# Velo King



## RMZACK (May 28, 2020)

Just found this little gem ... it looks a bit older than all the other Velo Kings Ive seen online, and the "Airline" fender seems to be pretty rare! its pretty whipped as you can see, so Im looking to do a restoration on it. Any help with all the info needed would be appreciated. - Ron


----------



## ridingtoy (May 29, 2020)

This is a very interesting Velo King. It has elements of earlier 1930s models with the large fender and different style wheel hubs and pedal cranks. It also has elements of 1940s models with the frame style and large rear hub caps that hold the wheels on via a nut welded to the cap. The really different element is the welded spokes - first Velo I've ever seen that didn't have bicycle type spokes. Hard to put a date on it...maybe very late pre-war? Interesting find!

Dave


----------



## RMZACK (Aug 4, 2020)

Dave, I agree with everything you mentioned ... Based on everything I've found, its got to be in the 1931- '33 range of years! Right now I'm trying to figure out what pedals go on these cranks with the groove in them. Haven't seen these on any other VK from 1934 or newer.
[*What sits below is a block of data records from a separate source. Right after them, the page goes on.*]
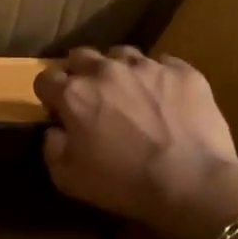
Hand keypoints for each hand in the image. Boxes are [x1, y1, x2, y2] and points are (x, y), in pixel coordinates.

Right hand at [33, 47, 237, 233]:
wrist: (192, 184)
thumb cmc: (123, 184)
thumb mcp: (68, 179)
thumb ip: (52, 148)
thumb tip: (55, 130)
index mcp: (75, 95)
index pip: (45, 79)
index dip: (48, 95)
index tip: (58, 110)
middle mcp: (106, 71)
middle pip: (81, 56)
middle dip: (79, 73)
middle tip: (91, 98)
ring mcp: (147, 67)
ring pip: (122, 54)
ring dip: (118, 70)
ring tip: (130, 93)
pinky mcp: (183, 72)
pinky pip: (164, 64)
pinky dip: (159, 78)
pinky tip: (166, 99)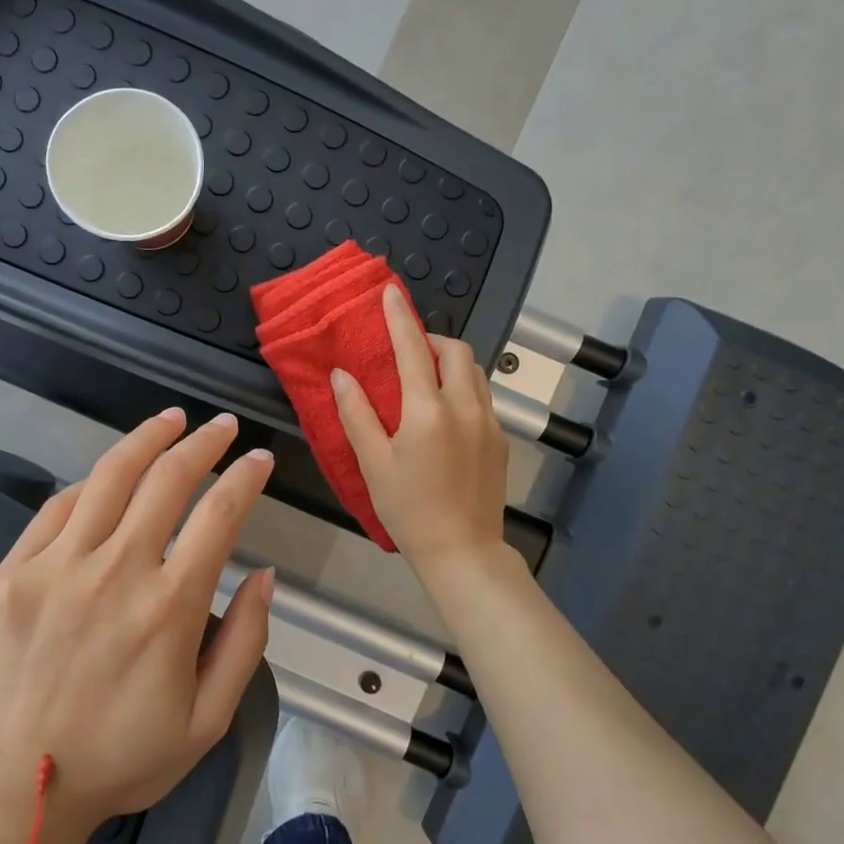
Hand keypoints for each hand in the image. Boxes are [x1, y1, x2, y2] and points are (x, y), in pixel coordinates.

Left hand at [0, 411, 274, 843]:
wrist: (19, 783)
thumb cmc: (124, 756)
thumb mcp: (208, 720)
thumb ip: (245, 641)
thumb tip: (264, 575)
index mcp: (170, 607)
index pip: (219, 515)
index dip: (245, 477)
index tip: (258, 459)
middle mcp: (116, 571)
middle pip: (168, 479)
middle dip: (204, 443)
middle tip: (221, 428)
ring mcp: (58, 565)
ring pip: (110, 476)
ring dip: (147, 439)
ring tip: (171, 420)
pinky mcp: (15, 571)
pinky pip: (58, 506)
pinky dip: (90, 483)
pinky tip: (107, 475)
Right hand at [332, 285, 509, 577]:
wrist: (463, 551)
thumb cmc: (408, 509)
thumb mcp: (372, 464)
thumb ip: (356, 414)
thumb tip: (342, 375)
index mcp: (427, 411)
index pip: (412, 349)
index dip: (399, 318)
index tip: (390, 292)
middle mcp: (464, 407)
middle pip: (455, 351)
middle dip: (431, 338)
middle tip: (407, 350)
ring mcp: (489, 423)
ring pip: (474, 371)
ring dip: (450, 361)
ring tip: (426, 377)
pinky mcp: (501, 440)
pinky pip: (482, 396)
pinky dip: (462, 386)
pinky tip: (445, 411)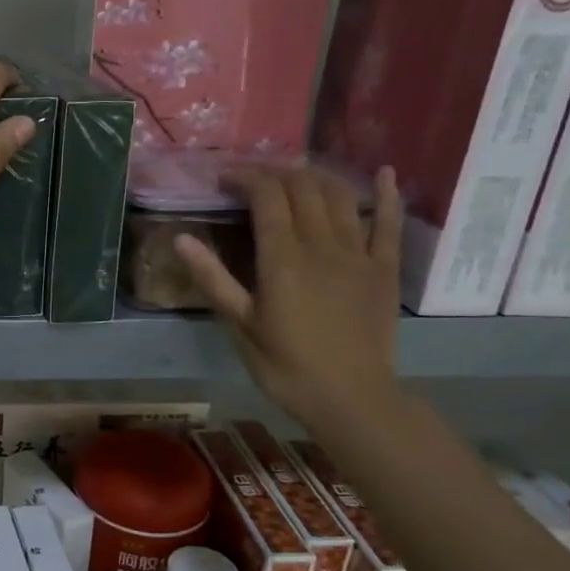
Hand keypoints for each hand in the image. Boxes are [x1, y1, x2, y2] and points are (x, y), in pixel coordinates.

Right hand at [176, 165, 404, 429]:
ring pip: (340, 196)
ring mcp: (358, 253)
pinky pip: (388, 222)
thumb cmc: (286, 366)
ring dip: (316, 176)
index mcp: (283, 258)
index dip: (245, 177)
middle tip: (252, 176)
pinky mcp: (384, 268)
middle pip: (302, 187)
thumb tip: (181, 239)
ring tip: (294, 174)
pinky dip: (387, 194)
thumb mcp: (240, 325)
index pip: (266, 196)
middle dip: (275, 172)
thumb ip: (213, 278)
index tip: (223, 178)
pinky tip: (385, 173)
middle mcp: (322, 245)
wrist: (351, 398)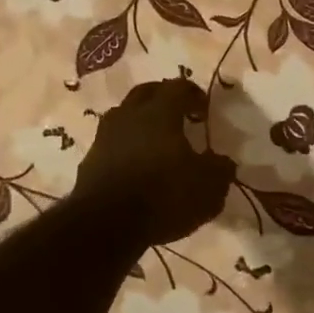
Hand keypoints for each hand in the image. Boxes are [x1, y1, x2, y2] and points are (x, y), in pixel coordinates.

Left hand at [73, 78, 235, 244]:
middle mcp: (129, 115)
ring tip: (156, 139)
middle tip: (179, 112)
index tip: (204, 108)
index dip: (193, 93)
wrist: (106, 225)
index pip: (178, 87)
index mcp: (160, 112)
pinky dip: (125, 146)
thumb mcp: (208, 187)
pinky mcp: (90, 160)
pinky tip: (135, 165)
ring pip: (124, 115)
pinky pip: (112, 142)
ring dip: (140, 121)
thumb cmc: (163, 195)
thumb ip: (220, 170)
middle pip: (146, 93)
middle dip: (163, 97)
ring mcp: (105, 136)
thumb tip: (223, 162)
It has an EC Brown CO. Badge on it, they bought the company in 1931 ... I'm thinking this bike was a transition piece from the Mackey Co. In PA to the EC Brown Co in NY. The original color of the bike is Navy blue and off white with red pinstripes. I have yet to see even a picture of one! It has the Skinny 1" tires and rims too ... thanks for the reply, sorry it took so long to read it. I just started to search for the few parts that I need. Pedals & grips


----------



## cr250mark (Aug 5, 2020)

Cool find 
Based on Shawns 36 headlight version 
I d say a good comparison to help date 
Same fender and looks to be same or similar spoke thickness 
Thanks for posting 
Mark


----------



## RMZACK (Aug 8, 2020)

cr250mark said:


> Cool find
> Based on Shawns 36 headlight version
> I d say a good comparison to help date
> Same fender and looks to be same or similar spoke thickness
> ...



Wow, thanks Mark ... thats a very cool Airline VK, Someone has reproduced that teardrop sticker on the fender. Not sure where I saw it. I think mine is earlier by a few years based on the cranks. Thanks Again!


----------



## Freqman1 (Aug 8, 2020)

Here is a link to a few more pics of this trike. V/r Shawn  https://thecabe.com/forum/threads/c-1936-velo-king-with-headlight.170365/


----------



## RMZACK (Sep 7, 2020)

I'm pretty sure its close to its original glory ... still looking for the original style slide on pedals with the clips.


----------



## 49autocycledeluxe (Sep 7, 2020)

nice job.  can a kid still ride it with those tires?


----------



## RMZACK (Sep 7, 2020)

49autocycledeluxe said:


> nice job.  can a kid still ride it with those tires?




Thanks ... I don't see why not, the rubber is sold in bulk length for pedal cars. It should be fine, the measurements are close to the original rubber.


----------